Free radical damage and oxidative stress in Huntington's disease.

Bioenergetic defects and oxidative stress may be critical links in an excitotoxic mechanism of neuronal death. Oxidative stress, a condition describing the production of oxygen radicals beyond a threshold for proper antioxidant neutralization, has been implicated as a pathologic condition in several neurodegenerative disorders such as Parkinson's disease and Alzheimer's disease. In addition, oxygen radicals are known to be important mediators in acute pathologies, in the theory of senescence, cancer, as well as our healthy immune system.

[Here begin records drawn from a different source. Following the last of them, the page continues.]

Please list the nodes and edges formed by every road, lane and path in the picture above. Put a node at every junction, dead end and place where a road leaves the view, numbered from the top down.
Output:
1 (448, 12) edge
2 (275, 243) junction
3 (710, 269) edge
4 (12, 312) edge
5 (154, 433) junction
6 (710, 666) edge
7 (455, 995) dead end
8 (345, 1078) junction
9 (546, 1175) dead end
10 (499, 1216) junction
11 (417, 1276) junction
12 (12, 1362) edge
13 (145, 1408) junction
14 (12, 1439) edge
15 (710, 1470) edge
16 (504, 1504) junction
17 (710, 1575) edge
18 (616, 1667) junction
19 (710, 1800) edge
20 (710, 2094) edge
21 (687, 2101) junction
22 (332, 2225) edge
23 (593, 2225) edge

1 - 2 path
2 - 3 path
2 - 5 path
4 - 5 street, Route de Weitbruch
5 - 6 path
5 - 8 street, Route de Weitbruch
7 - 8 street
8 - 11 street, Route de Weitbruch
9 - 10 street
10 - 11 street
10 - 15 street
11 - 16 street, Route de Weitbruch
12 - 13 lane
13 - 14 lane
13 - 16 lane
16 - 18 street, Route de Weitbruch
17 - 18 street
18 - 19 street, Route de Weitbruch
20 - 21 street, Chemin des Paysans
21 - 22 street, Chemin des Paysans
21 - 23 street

Although free radicals may have a special chemical nature which allows them to perform important cellular functions, they are a damaging entity whose reactivity may play a part in the development of cellular compromises that can kill a neuron. In this review, the free radicals in biological systems, the defense systems against them, and the damaging interactions, i.e., oxidative stress, which they confer are discussed. The descriptions provided raise the hypothesis that an imbalance between the production and removal of radicals would be abrasive on a neuron. Accordingly, the neurodegeneration initially caused by gene mutation in Huntington's disease may be further worsened by free radical damage underlied by oxidative stress. This article reviews existing data on the free radical damage and the oxidative stress, which are primarily directed towards Parkinson's disease and Alzheimer's disease, and whenever possible relates such mechanisms to Huntington's disease.